Sand Springs breaks ground on new Billie A. Hall Public Safety Center

The City of Sand Springs broke ground on the new Billie A. Hall Public Safety Center Wednesday morning. 

The $10.7 million facility will house the north-side police and fire stations, 911 operations, a jail, and court rooms. It will be approximately 40,000 square feet and is located in the Sheffield Crossing development.

The facility is named for Sand Springs native Billie Allen Hall, who was killed in action during the Vietnam War in 1966. A special forces medic, Hall was stationed at Camp A Shau when it was attacked by North Vietnamese regiments. After losing both legs to a mortar strike, Hall refused treatment and instead worked to treat other soldiers and coordinate medical efforts until he succumbed to his injuries. He was 26 years old at the time.

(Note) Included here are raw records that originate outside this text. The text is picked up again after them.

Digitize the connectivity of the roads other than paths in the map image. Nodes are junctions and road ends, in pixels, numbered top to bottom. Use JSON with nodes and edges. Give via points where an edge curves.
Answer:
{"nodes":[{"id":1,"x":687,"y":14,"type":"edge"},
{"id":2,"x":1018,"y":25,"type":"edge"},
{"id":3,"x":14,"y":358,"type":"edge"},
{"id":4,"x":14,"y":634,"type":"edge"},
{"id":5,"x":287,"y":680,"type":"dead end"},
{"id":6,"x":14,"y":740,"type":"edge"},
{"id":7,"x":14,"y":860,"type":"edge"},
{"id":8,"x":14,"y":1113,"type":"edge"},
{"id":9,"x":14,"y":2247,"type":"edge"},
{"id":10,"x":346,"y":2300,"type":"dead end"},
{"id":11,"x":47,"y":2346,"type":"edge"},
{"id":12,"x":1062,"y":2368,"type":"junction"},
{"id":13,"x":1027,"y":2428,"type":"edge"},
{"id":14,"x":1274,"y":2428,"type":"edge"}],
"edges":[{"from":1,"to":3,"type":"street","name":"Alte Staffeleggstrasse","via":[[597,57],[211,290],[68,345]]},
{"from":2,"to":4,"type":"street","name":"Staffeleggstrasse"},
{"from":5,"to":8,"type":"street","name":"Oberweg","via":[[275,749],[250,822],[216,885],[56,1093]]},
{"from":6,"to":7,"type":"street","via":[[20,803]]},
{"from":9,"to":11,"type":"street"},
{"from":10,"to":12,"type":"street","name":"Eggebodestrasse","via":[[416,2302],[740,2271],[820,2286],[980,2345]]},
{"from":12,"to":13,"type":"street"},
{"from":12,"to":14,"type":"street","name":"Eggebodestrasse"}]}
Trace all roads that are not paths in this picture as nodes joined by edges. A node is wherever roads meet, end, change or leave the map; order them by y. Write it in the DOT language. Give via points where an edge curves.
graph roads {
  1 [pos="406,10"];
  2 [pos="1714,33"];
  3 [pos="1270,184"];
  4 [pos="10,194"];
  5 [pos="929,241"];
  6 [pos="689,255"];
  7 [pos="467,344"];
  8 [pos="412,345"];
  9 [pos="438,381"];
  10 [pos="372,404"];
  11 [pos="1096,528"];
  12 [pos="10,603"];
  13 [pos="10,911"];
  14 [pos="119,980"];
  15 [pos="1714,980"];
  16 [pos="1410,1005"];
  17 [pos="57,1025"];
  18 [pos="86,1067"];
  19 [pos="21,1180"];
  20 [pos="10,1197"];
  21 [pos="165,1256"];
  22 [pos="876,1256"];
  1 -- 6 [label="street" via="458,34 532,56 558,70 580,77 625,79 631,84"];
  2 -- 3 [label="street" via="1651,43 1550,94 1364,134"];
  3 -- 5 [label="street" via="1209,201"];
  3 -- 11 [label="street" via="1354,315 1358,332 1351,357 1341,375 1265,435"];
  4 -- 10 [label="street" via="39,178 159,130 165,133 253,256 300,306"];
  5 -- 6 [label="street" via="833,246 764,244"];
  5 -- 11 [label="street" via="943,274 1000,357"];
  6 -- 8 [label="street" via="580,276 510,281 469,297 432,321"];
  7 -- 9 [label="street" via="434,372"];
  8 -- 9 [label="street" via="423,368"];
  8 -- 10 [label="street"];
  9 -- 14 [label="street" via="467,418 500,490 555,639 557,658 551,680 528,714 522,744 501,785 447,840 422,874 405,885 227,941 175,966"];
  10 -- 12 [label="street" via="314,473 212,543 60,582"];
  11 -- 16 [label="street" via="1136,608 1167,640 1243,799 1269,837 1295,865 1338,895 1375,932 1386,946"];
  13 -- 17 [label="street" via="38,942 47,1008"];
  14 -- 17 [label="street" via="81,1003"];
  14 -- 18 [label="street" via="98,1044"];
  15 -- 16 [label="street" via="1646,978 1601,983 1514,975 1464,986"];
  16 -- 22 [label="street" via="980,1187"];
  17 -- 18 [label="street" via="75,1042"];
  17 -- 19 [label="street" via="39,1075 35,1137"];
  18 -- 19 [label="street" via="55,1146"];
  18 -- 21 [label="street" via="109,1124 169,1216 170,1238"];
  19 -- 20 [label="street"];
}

Hall has been honored on the Vietnam Veterans Memorial in Washington D.C. and is buried in Arlington National Cemetery. He was awarded the Distinguished Service Cross in 1967 and inducted into the Sand Springs Education Foundation Hall of Fame in 2008. In 2007 the American Legion Post 17 in Sand Springs unanimously voted to rename the Post in his honor, and the organization continually works to have Hall awarded the Congressional Medal of Honor. There is also a memorial dedicated to Hall at the local Woodland Cemetery.

Sand Springs Mayor Mike Burdge invoked President Abraham Lincoln's Gettysburg Address, quoting, "We cannot dedicate, we cannot consecrate, we cannot hallow this ground. The brave men, living and dead, who struggled here, have consecrated it far above our poor power to add or detract." 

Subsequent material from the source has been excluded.